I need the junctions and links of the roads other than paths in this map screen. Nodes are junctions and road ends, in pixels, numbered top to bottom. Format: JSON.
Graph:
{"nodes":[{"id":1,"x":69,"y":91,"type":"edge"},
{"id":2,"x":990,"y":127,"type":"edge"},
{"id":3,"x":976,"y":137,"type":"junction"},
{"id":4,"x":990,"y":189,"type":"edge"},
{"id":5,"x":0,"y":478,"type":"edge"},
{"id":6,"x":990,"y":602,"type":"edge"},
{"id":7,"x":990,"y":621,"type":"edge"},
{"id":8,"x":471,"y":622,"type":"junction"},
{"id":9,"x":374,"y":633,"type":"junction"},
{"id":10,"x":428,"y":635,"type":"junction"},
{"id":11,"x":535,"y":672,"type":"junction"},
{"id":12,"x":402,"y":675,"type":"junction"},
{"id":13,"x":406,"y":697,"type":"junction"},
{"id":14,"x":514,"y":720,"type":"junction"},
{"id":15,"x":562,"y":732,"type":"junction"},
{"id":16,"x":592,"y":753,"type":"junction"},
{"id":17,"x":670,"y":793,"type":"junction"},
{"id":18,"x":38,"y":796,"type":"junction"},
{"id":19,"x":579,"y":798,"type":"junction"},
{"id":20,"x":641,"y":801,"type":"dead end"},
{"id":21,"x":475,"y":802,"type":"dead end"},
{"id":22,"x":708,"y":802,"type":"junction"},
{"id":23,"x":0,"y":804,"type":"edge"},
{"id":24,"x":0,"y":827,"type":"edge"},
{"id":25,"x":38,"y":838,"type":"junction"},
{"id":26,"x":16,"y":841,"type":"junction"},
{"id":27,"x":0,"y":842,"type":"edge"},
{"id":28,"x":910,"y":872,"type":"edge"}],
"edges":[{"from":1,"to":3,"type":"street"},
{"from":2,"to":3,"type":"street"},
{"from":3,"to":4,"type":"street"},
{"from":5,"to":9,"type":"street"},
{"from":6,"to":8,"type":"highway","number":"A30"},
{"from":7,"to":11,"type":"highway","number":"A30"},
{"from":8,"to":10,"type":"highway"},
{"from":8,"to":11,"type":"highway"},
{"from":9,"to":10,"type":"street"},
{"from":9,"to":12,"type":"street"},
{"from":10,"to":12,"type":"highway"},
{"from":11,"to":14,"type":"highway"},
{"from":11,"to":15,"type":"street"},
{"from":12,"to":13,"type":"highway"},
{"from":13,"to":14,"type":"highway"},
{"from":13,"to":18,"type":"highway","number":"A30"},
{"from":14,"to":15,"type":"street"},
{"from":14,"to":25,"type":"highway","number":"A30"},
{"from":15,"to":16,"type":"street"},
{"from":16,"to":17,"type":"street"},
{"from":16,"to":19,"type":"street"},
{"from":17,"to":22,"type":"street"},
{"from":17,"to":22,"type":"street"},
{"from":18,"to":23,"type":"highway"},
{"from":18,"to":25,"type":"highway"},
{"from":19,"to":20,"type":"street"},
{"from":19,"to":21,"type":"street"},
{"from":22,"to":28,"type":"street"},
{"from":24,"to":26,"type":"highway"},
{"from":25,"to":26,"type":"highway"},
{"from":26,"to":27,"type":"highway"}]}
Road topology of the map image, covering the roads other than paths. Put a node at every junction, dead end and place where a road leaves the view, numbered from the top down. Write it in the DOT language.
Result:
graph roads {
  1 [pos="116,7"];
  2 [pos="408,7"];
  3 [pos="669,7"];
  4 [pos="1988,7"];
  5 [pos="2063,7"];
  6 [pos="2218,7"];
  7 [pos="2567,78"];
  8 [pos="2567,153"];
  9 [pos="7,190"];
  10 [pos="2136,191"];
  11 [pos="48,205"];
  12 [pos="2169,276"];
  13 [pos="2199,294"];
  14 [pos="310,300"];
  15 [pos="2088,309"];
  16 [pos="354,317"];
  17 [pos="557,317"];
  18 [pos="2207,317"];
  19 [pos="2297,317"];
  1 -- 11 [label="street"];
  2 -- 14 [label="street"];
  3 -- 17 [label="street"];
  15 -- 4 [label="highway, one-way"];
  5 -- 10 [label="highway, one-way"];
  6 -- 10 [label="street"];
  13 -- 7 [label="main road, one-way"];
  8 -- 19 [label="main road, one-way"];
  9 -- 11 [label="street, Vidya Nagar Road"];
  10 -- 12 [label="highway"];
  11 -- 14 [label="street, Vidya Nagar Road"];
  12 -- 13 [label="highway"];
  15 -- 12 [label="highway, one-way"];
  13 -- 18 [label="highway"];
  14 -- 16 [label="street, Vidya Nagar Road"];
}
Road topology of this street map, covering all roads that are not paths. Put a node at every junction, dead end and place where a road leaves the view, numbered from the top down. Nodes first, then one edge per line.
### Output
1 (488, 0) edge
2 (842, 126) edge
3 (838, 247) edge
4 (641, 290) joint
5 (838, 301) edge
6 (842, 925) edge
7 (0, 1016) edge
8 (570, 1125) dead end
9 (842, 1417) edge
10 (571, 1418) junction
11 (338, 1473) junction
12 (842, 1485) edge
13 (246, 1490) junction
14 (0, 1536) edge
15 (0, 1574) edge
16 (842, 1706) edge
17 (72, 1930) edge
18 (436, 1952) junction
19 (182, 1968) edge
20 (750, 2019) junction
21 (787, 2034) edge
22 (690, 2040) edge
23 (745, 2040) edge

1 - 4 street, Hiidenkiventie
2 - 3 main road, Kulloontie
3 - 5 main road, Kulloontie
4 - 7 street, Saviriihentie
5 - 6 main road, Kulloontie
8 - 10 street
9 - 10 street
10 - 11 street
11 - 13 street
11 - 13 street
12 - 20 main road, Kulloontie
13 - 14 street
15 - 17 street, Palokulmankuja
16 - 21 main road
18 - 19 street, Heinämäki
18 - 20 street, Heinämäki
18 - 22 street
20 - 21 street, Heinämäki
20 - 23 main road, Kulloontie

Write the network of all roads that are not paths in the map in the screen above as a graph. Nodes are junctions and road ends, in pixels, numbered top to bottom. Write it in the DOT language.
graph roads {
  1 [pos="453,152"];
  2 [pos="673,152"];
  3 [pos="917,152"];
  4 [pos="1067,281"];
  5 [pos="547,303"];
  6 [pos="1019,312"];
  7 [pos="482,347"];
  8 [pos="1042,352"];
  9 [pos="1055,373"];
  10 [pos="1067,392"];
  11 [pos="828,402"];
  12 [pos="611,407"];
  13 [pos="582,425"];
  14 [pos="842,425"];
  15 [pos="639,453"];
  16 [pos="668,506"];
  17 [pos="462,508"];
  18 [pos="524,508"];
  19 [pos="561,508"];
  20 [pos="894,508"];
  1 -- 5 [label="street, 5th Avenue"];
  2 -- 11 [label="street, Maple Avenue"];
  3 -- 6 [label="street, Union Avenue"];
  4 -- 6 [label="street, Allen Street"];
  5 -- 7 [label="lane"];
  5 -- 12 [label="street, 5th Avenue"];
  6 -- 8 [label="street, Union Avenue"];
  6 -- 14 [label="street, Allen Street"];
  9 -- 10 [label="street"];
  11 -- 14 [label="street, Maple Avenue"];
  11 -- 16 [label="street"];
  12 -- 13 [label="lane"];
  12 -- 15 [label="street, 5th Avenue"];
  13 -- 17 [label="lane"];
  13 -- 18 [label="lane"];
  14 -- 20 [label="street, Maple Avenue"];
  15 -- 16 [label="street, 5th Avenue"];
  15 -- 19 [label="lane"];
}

-- Task to carry out --
Return all of the above records exactly, leaving no line out.

-- Response below --
I need the junctions and links of the roads other than paths in this map screen. Nodes are junctions and road ends, in pixels, numbered top to bottom. Format: JSON.
Graph:
{"nodes":[{"id":1,"x":69,"y":91,"type":"edge"},
{"id":2,"x":990,"y":127,"type":"edge"},
{"id":3,"x":976,"y":137,"type":"junction"},
{"id":4,"x":990,"y":189,"type":"edge"},
{"id":5,"x":0,"y":478,"type":"edge"},
{"id":6,"x":990,"y":602,"type":"edge"},
{"id":7,"x":990,"y":621,"type":"edge"},
{"id":8,"x":471,"y":622,"type":"junction"},
{"id":9,"x":374,"y":633,"type":"junction"},
{"id":10,"x":428,"y":635,"type":"junction"},
{"id":11,"x":535,"y":672,"type":"junction"},
{"id":12,"x":402,"y":675,"type":"junction"},
{"id":13,"x":406,"y":697,"type":"junction"},
{"id":14,"x":514,"y":720,"type":"junction"},
{"id":15,"x":562,"y":732,"type":"junction"},
{"id":16,"x":592,"y":753,"type":"junction"},
{"id":17,"x":670,"y":793,"type":"junction"},
{"id":18,"x":38,"y":796,"type":"junction"},
{"id":19,"x":579,"y":798,"type":"junction"},
{"id":20,"x":641,"y":801,"type":"dead end"},
{"id":21,"x":475,"y":802,"type":"dead end"},
{"id":22,"x":708,"y":802,"type":"junction"},
{"id":23,"x":0,"y":804,"type":"edge"},
{"id":24,"x":0,"y":827,"type":"edge"},
{"id":25,"x":38,"y":838,"type":"junction"},
{"id":26,"x":16,"y":841,"type":"junction"},
{"id":27,"x":0,"y":842,"type":"edge"},
{"id":28,"x":910,"y":872,"type":"edge"}],
"edges":[{"from":1,"to":3,"type":"street"},
{"from":2,"to":3,"type":"street"},
{"from":3,"to":4,"type":"street"},
{"from":5,"to":9,"type":"street"},
{"from":6,"to":8,"type":"highway","number":"A30"},
{"from":7,"to":11,"type":"highway","number":"A30"},
{"from":8,"to":10,"type":"highway"},
{"from":8,"to":11,"type":"highway"},
{"from":9,"to":10,"type":"street"},
{"from":9,"to":12,"type":"street"},
{"from":10,"to":12,"type":"highway"},
{"from":11,"to":14,"type":"highway"},
{"from":11,"to":15,"type":"street"},
{"from":12,"to":13,"type":"highway"},
{"from":13,"to":14,"type":"highway"},
{"from":13,"to":18,"type":"highway","number":"A30"},
{"from":14,"to":15,"type":"street"},
{"from":14,"to":25,"type":"highway","number":"A30"},
{"from":15,"to":16,"type":"street"},
{"from":16,"to":17,"type":"street"},
{"from":16,"to":19,"type":"street"},
{"from":17,"to":22,"type":"street"},
{"from":17,"to":22,"type":"street"},
{"from":18,"to":23,"type":"highway"},
{"from":18,"to":25,"type":"highway"},
{"from":19,"to":20,"type":"street"},
{"from":19,"to":21,"type":"street"},
{"from":22,"to":28,"type":"street"},
{"from":24,"to":26,"type":"highway"},
{"from":25,"to":26,"type":"highway"},
{"from":26,"to":27,"type":"highway"}]}
Road topology of the map image, covering the roads other than paths. Put a node at every junction, dead end and place where a road leaves the view, numbered from the top down. Write it in the DOT language.
Result:
graph roads {
  1 [pos="116,7"];
  2 [pos="408,7"];
  3 [pos="669,7"];
  4 [pos="1988,7"];
  5 [pos="2063,7"];
  6 [pos="2218,7"];
  7 [pos="2567,78"];
  8 [pos="2567,153"];
  9 [pos="7,190"];
  10 [pos="2136,191"];
  11 [pos="48,205"];
  12 [pos="2169,276"];
  13 [pos="2199,294"];
  14 [pos="310,300"];
  15 [pos="2088,309"];
  16 [pos="354,317"];
  17 [pos="557,317"];
  18 [pos="2207,317"];
  19 [pos="2297,317"];
  1 -- 11 [label="street"];
  2 -- 14 [label="street"];
  3 -- 17 [label="street"];
  15 -- 4 [label="highway, one-way"];
  5 -- 10 [label="highway, one-way"];
  6 -- 10 [label="street"];
  13 -- 7 [label="main road, one-way"];
  8 -- 19 [label="main road, one-way"];
  9 -- 11 [label="street, Vidya Nagar Road"];
  10 -- 12 [label="highway"];
  11 -- 14 [label="street, Vidya Nagar Road"];
  12 -- 13 [label="highway"];
  15 -- 12 [label="highway, one-way"];
  13 -- 18 [label="highway"];
  14 -- 16 [label="street, Vidya Nagar Road"];
}
Road topology of this street map, covering all roads that are not paths. Put a node at every junction, dead end and place where a road leaves the view, numbered from the top down. Nodes first, then one edge per line.
### Output
1 (488, 0) edge
2 (842, 126) edge
3 (838, 247) edge
4 (641, 290) joint
5 (838, 301) edge
6 (842, 925) edge
7 (0, 1016) edge
8 (570, 1125) dead end
9 (842, 1417) edge
10 (571, 1418) junction
11 (338, 1473) junction
12 (842, 1485) edge
13 (246, 1490) junction
14 (0, 1536) edge
15 (0, 1574) edge
16 (842, 1706) edge
17 (72, 1930) edge
18 (436, 1952) junction
19 (182, 1968) edge
20 (750, 2019) junction
21 (787, 2034) edge
22 (690, 2040) edge
23 (745, 2040) edge

1 - 4 street, Hiidenkiventie
2 - 3 main road, Kulloontie
3 - 5 main road, Kulloontie
4 - 7 street, Saviriihentie
5 - 6 main road, Kulloontie
8 - 10 street
9 - 10 street
10 - 11 street
11 - 13 street
11 - 13 street
12 - 20 main road, Kulloontie
13 - 14 street
15 - 17 street, Palokulmankuja
16 - 21 main road
18 - 19 street, Heinämäki
18 - 20 street, Heinämäki
18 - 22 street
20 - 21 street, Heinämäki
20 - 23 main road, Kulloontie

Write the network of all roads that are not paths in the map in the screen above as a graph. Nodes are junctions and road ends, in pixels, numbered top to bottom. Write it in the DOT language.
graph roads {
  1 [pos="453,152"];
  2 [pos="673,152"];
  3 [pos="917,152"];
  4 [pos="1067,281"];
  5 [pos="547,303"];
  6 [pos="1019,312"];
  7 [pos="482,347"];
  8 [pos="1042,352"];
  9 [pos="1055,373"];
  10 [pos="1067,392"];
  11 [pos="828,402"];
  12 [pos="611,407"];
  13 [pos="582,425"];
  14 [pos="842,425"];
  15 [pos="639,453"];
  16 [pos="668,506"];
  17 [pos="462,508"];
  18 [pos="524,508"];
  19 [pos="561,508"];
  20 [pos="894,508"];
  1 -- 5 [label="street, 5th Avenue"];
  2 -- 11 [label="street, Maple Avenue"];
  3 -- 6 [label="street, Union Avenue"];
  4 -- 6 [label="street, Allen Street"];
  5 -- 7 [label="lane"];
  5 -- 12 [label="street, 5th Avenue"];
  6 -- 8 [label="street, Union Avenue"];
  6 -- 14 [label="street, Allen Street"];
  9 -- 10 [label="street"];
  11 -- 14 [label="street, Maple Avenue"];
  11 -- 16 [label="street"];
  12 -- 13 [label="lane"];
  12 -- 15 [label="street, 5th Avenue"];
  13 -- 17 [label="lane"];
  13 -- 18 [label="lane"];
  14 -- 20 [label="street, Maple Avenue"];
  15 -- 16 [label="street, 5th Avenue"];
  15 -- 19 [label="lane"];
}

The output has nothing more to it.